The paper identifies and theorizes a temporal drift in privacy recall where users' memory of past privacy settings shifts from verbatim to gist-based heuristics, leading to overexposure. It proposes provenance-forward interface schemes and a risk-based evaluation framework to mitigate this risk.
With social media content traversing the different platforms, occasionally resurfacing after periods of time, users are increasingly prone to unintended disclosure resulting from a misremembered acceptance of privacy. Context collapse and interface cues are two factors considered by prior researchers, yet we know less about how time-lapse basically alters recall of past audiences destined for exposure. Likewise, the design space for mitigating this temporal exposure risk remains underexplored. Our work theorizes temporal drift in privacy recall as verbatim memory of prior settings blowing apart and eventually settling with gist-based heuristics, which more often than not select an audience larger than the original one.
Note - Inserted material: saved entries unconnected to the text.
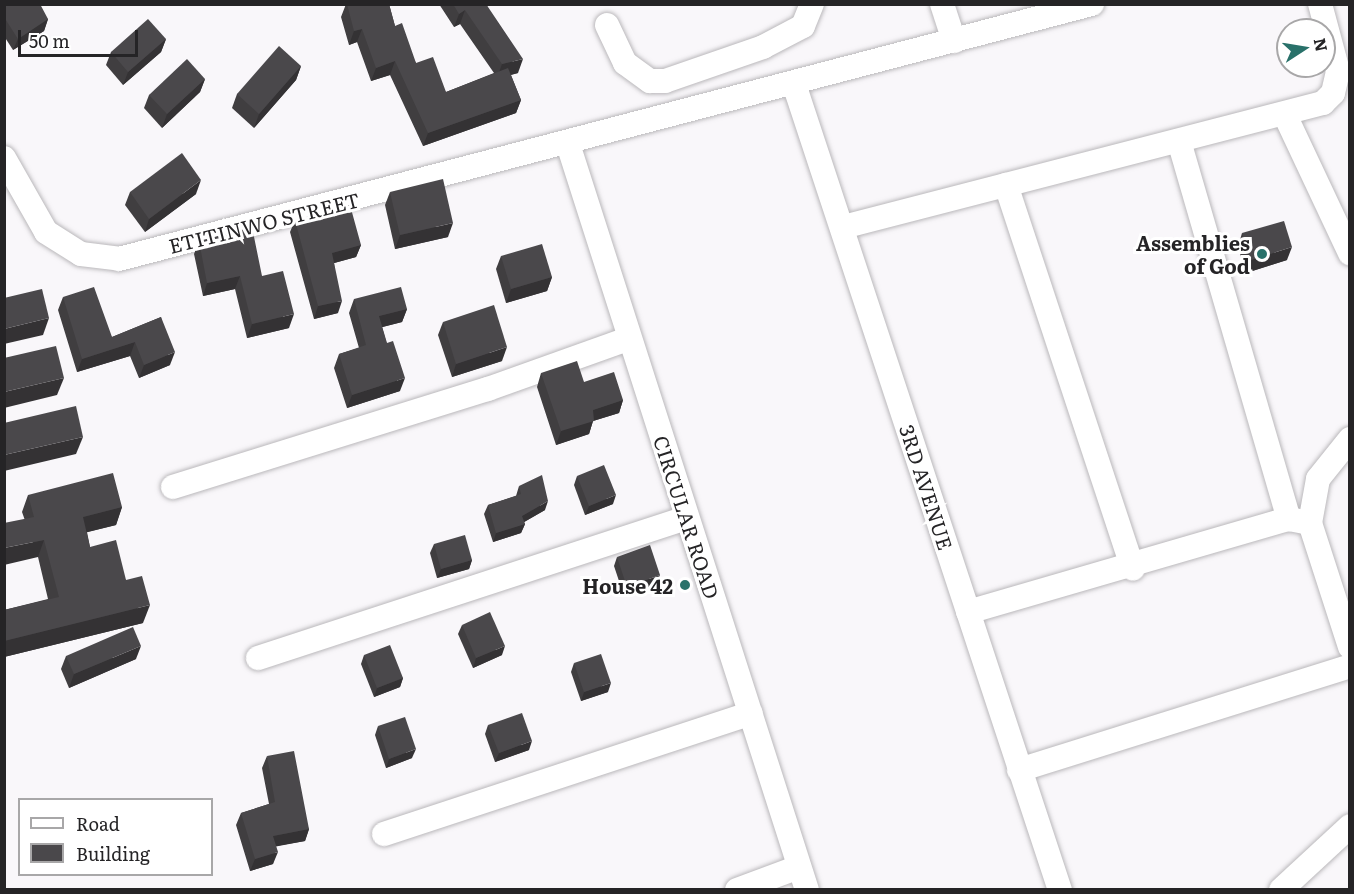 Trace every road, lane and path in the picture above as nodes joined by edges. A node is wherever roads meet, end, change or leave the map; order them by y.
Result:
1 (812, 4) edge
2 (942, 4) edge
3 (1092, 4) edge
4 (1320, 4) edge
5 (607, 25) dead end
6 (1339, 36) edge
7 (954, 41) junction
8 (794, 84) junction
9 (1285, 116) junction
10 (1179, 141) junction
11 (568, 144) junction
12 (4, 158) edge
13 (1006, 185) junction
14 (843, 227) junction
15 (1350, 253) edge
16 (628, 339) junction
17 (1350, 440) edge
18 (173, 487) dead end
19 (687, 518) junction
20 (1299, 521) junction
21 (1133, 569) junction
22 (968, 612) junction
23 (1350, 647) edge
24 (258, 658) dead end
25 (1350, 666) edge
26 (751, 714) junction
27 (1020, 770) junction
28 (1350, 826) edge
29 (384, 834) dead end
30 (803, 878) edge
31 (737, 890) edge
32 (1060, 890) edge
33 (1281, 890) edge

1 - 5 street
2 - 7 street
3 - 7 street, ETITINWO STREET
4 - 6 street
6 - 9 street
7 - 8 street, ETITINWO STREET
8 - 11 street, ETITINWO STREET
8 - 14 street, 3RD AVENUE
9 - 10 street
9 - 15 street
10 - 13 street
10 - 20 street
11 - 12 street, ETITINWO STREET
11 - 16 street, CIRCULAR ROAD
13 - 14 street
13 - 21 street
14 - 22 street, 3RD AVENUE
16 - 18 street
16 - 19 street, CIRCULAR ROAD
17 - 20 street
19 - 24 street
19 - 26 street, CIRCULAR ROAD
20 - 21 street
20 - 23 street
21 - 22 street
22 - 27 street, 3RD AVENUE
25 - 27 street
26 - 29 street
26 - 30 street, CIRCULAR ROAD
27 - 32 street, 3RD AVENUE
28 - 33 street
30 - 31 street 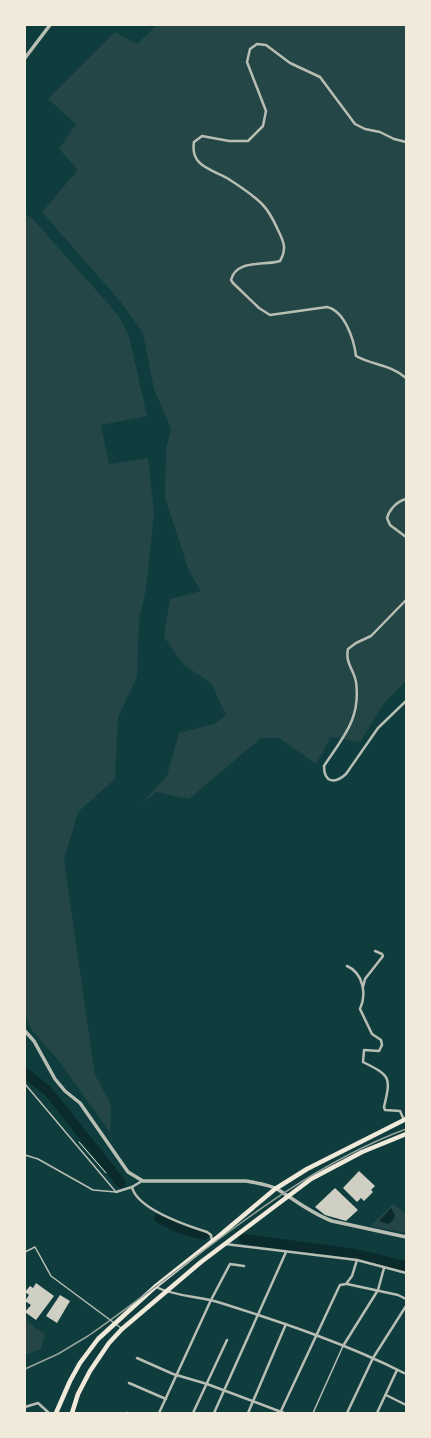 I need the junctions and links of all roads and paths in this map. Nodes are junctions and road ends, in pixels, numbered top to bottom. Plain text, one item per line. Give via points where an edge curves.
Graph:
1 (50, 25) edge
2 (25, 58) edge
3 (406, 142) edge
4 (406, 378) edge
5 (406, 499) edge
6 (406, 537) edge
7 (406, 600) edge
8 (406, 701) edge
9 (375, 951) dead end
10 (347, 966) dead end
11 (362, 989) junction
12 (25, 1031) edge
13 (26, 1085) edge
14 (405, 1119) edge
15 (406, 1134) edge
16 (25, 1155) edge
17 (143, 1181) junction
18 (132, 1187) junction
19 (275, 1189) junction
20 (116, 1192) junction
21 (286, 1196) junction
22 (406, 1237) edge
23 (211, 1243) junction
24 (224, 1244) junction
25 (25, 1252) edge
26 (286, 1252) junction
27 (357, 1260) junction
28 (244, 1266) dead end
29 (384, 1268) junction
30 (406, 1273) edge
31 (346, 1284) junction
32 (156, 1286) junction
33 (378, 1290) junction
34 (166, 1292) junction
35 (406, 1299) edge
36 (211, 1300) junction
37 (406, 1306) edge
38 (257, 1314) junction
39 (115, 1323) junction
40 (286, 1324) junction
41 (122, 1329) junction
42 (315, 1335) junction
43 (227, 1340) dead end
44 (343, 1346) junction
45 (137, 1358) dead end
46 (373, 1358) junction
47 (398, 1370) junction
48 (178, 1374) junction
49 (406, 1374) edge
50 (129, 1383) dead end
51 (207, 1384) junction
52 (223, 1391) junction
53 (386, 1395) junction
54 (166, 1399) junction
55 (253, 1403) junction
56 (406, 1405) edge
57 (25, 1407) edge
58 (280, 1411) junction
59 (49, 1413) edge
60 (56, 1413) edge
61 (72, 1413) edge
62 (160, 1413) edge
63 (193, 1413) edge
64 (214, 1413) edge
65 (248, 1413) edge
66 (284, 1413) edge
67 (313, 1413) edge
68 (347, 1413) edge
69 (377, 1413) edge

1 - 2 street
3 - 4 street via 380,132 365,130 355,124 320,77 290,62 266,45 257,44 250,49 247,62 266,111 263,126 248,141 229,141 202,136 194,142 192,151 209,171 228,179 262,204 284,242 284,253 280,261 240,266 232,275 233,283 270,316 333,308 346,325 356,356 400,372
5 - 6 street via 389,511 387,518 390,525
7 - 8 street via 371,636 348,649 346,657 355,680 356,712 352,724 324,766 324,775 334,781 341,779 378,728
9 - 11 street via 383,956 365,979
10 - 11 street via 360,976
11 - 14 street via 364,1000 360,1009 372,1034 381,1040 382,1045 379,1051 364,1050 363,1062 387,1077 389,1085 385,1110 400,1111
12 - 17 street via 55,1079 80,1103 125,1170
13 - 20 lane
14 - 19 main road via 307,1169
15 - 21 main road via 362,1152 311,1179
16 - 20 lane via 38,1159 93,1190
17 - 18 street
17 - 19 street via 246,1181
18 - 20 street
18 - 23 street via 136,1197 161,1213 211,1235
19 - 21 street
19 - 23 main road
21 - 22 street via 320,1217
21 - 24 main road
23 - 32 main road
24 - 26 street
24 - 34 main road
25 - 39 lane via 36,1247 51,1276
26 - 27 street
26 - 38 street
27 - 29 street
27 - 31 street via 352,1276
28 - 36 street via 230,1264
29 - 30 street
29 - 33 street
31 - 33 street
31 - 42 street via 340,1285
32 - 34 street
32 - 39 main road
33 - 35 street
33 - 44 street
34 - 36 street
34 - 41 main road
36 - 38 street
36 - 48 street
37 - 46 street
38 - 40 street
38 - 52 street
39 - 41 lane
39 - 60 main road via 98,1339 80,1363
40 - 42 street
40 - 55 street
41 - 61 main road via 90,1371
42 - 44 street
42 - 58 street
43 - 51 street
44 - 46 street
44 - 67 lane
45 - 48 street
46 - 47 street
46 - 68 street
47 - 49 street
47 - 53 street
48 - 51 street
48 - 54 street
50 - 54 street
51 - 52 street
51 - 63 street
52 - 55 street
52 - 64 street
53 - 56 street
53 - 69 street
54 - 62 street
55 - 58 street
55 - 65 street
57 - 59 street via 38,1403
58 - 66 street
Grounded in memory research, contextual integrity, and usable privacy, we examine why such a drift occurs, why it tends to bias toward broader sharing, and how it compounds upon repeat exposure. Following that, we suggest provenance-forward interface schemes and a risk-based evaluation framework that mutates recall into recognition. The merit of our work lies in establishing a temporal awareness of privacy design as an essential safety rail against inadvertent overexposure.